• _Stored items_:
_ _ _

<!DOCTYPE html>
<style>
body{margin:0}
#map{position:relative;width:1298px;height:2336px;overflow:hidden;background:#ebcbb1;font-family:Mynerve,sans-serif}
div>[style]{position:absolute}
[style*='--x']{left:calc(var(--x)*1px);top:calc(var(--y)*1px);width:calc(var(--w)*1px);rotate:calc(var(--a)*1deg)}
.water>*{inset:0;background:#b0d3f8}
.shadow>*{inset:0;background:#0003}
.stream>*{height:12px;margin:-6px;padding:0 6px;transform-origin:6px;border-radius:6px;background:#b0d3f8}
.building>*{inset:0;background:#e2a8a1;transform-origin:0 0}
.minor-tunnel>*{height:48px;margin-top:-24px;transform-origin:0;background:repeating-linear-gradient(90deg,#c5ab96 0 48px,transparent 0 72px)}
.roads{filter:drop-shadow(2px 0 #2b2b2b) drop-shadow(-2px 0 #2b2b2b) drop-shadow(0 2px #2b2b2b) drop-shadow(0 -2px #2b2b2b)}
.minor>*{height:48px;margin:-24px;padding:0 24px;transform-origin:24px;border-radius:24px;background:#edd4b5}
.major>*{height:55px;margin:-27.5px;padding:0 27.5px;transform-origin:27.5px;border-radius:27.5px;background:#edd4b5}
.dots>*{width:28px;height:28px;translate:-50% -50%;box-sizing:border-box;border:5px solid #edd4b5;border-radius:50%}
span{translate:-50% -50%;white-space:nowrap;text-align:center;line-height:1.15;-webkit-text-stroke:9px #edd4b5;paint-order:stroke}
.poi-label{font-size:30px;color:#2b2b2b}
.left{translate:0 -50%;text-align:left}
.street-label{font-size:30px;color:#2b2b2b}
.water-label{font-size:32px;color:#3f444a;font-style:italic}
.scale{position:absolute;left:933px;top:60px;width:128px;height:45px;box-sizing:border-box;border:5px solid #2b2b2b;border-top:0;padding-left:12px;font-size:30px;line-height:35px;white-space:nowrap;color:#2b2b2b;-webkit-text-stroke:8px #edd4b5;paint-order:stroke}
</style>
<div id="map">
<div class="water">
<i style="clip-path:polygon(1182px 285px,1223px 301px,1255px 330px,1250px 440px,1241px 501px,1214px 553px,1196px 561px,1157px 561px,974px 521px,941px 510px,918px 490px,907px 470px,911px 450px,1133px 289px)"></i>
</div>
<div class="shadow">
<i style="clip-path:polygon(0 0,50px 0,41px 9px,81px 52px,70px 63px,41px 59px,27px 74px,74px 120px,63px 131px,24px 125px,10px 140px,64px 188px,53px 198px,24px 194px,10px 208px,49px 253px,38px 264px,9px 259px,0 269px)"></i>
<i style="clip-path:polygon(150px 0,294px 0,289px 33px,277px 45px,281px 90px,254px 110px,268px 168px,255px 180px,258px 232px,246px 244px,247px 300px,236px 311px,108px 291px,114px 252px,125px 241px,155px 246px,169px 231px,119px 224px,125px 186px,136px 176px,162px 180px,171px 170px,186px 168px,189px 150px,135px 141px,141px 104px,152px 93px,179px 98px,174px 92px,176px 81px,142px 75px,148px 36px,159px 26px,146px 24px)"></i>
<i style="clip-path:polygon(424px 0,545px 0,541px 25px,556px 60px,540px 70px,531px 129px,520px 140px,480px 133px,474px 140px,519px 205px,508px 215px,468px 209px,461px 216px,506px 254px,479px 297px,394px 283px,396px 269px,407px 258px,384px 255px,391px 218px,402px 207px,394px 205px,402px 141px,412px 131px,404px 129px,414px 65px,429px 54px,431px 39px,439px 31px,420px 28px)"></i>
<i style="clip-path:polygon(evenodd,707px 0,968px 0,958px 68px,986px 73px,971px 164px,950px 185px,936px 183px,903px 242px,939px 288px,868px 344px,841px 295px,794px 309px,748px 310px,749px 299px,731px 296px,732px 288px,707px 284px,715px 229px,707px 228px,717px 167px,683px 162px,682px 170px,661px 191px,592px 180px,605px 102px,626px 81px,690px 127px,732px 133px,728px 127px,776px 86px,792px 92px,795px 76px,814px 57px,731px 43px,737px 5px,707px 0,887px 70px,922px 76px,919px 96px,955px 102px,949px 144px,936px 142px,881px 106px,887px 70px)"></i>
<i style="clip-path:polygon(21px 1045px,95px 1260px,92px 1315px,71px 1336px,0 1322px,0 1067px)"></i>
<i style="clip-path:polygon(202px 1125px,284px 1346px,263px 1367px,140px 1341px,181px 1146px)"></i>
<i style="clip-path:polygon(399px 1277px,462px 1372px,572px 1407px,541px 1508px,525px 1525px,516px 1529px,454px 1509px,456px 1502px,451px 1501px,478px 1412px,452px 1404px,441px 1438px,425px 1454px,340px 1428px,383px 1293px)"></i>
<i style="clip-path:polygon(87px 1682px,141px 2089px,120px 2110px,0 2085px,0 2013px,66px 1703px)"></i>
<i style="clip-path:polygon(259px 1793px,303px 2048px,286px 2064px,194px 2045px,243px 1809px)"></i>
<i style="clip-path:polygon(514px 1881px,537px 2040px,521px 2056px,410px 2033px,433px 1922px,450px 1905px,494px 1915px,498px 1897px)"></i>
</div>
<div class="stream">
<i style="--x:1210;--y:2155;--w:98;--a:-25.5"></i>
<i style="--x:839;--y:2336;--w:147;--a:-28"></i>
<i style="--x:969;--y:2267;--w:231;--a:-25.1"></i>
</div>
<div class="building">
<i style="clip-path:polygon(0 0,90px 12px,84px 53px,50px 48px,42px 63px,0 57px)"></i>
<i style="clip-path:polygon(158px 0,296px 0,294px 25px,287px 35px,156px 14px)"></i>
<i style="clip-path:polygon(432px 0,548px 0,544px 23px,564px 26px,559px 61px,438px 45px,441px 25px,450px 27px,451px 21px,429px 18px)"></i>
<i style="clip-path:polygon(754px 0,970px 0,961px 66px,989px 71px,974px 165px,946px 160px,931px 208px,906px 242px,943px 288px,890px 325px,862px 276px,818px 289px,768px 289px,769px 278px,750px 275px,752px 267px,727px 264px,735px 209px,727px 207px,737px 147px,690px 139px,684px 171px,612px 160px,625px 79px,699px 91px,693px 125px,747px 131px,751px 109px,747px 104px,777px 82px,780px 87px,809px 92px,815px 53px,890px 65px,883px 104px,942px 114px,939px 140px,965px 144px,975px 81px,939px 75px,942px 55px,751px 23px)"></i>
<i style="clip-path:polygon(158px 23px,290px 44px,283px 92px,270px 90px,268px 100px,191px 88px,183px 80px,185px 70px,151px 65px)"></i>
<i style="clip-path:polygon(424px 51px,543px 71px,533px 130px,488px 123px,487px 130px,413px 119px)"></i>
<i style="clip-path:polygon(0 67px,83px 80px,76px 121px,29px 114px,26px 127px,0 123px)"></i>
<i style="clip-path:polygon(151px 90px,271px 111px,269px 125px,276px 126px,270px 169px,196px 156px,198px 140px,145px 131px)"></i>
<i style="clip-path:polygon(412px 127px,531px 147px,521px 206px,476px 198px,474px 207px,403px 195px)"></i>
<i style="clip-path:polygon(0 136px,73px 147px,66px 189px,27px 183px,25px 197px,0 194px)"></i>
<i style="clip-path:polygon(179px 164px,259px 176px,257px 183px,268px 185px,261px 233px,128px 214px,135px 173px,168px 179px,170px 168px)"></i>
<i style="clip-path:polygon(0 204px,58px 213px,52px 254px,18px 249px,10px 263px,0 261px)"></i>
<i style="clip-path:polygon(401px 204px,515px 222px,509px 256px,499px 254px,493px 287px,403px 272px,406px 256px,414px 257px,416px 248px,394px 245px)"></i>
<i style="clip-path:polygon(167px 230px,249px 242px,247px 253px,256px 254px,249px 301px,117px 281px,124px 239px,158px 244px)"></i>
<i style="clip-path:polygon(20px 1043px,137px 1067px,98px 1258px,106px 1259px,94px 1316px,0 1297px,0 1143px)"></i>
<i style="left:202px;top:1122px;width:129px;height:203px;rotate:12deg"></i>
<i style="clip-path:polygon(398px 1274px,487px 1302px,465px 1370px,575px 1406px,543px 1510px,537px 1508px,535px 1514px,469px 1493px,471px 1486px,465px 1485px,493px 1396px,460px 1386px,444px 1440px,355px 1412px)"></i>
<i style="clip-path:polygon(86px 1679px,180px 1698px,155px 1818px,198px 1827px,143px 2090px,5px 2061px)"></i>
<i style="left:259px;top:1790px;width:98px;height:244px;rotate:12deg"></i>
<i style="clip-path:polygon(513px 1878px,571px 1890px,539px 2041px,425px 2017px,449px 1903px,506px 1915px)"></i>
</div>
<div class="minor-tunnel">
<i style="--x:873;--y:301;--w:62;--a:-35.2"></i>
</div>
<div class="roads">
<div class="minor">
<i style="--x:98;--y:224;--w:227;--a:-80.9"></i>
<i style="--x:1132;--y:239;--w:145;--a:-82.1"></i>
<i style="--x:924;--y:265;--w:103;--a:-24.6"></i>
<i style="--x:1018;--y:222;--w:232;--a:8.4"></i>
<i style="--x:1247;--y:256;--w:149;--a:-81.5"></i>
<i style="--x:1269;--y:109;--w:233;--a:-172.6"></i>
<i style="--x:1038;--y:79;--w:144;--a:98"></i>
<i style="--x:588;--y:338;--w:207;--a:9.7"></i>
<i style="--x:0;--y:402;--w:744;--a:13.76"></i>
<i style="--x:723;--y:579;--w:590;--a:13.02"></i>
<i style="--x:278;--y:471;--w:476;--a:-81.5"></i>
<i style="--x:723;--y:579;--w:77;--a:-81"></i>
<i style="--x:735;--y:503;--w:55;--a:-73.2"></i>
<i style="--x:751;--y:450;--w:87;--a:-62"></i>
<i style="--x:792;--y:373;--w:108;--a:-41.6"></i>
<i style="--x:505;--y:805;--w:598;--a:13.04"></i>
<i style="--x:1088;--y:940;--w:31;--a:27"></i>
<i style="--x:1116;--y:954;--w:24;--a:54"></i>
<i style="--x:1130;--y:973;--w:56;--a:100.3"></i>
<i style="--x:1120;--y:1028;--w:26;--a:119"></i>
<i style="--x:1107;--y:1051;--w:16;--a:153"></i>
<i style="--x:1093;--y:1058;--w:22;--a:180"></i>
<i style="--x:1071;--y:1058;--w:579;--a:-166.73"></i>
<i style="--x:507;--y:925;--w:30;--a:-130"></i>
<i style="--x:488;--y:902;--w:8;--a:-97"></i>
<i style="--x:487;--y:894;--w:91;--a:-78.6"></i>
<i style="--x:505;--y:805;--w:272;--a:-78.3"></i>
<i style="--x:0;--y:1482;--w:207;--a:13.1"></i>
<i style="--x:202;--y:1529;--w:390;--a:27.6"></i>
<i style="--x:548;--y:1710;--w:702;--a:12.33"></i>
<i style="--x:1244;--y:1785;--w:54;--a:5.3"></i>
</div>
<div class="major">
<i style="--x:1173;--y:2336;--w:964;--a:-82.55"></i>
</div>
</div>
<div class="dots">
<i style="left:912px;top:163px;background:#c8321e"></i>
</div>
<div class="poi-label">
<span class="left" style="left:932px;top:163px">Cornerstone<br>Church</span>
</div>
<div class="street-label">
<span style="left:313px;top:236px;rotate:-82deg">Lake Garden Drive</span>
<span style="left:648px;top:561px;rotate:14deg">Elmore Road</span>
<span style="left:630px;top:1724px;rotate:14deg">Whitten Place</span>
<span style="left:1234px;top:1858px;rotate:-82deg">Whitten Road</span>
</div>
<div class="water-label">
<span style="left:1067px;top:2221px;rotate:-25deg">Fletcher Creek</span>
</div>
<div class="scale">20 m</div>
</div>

_ _ _

• _WHAT YOU NEED TO DO_:
Where the string "stream" appears in a line of the entries above, return that line.

• _THE COMPLETED TASK_:
.stream>*{height:12px;margin:-6px;padding:0 6px;transform-origin:6px;border-radius:6px;background:#b0d3f8}
<div class="stream">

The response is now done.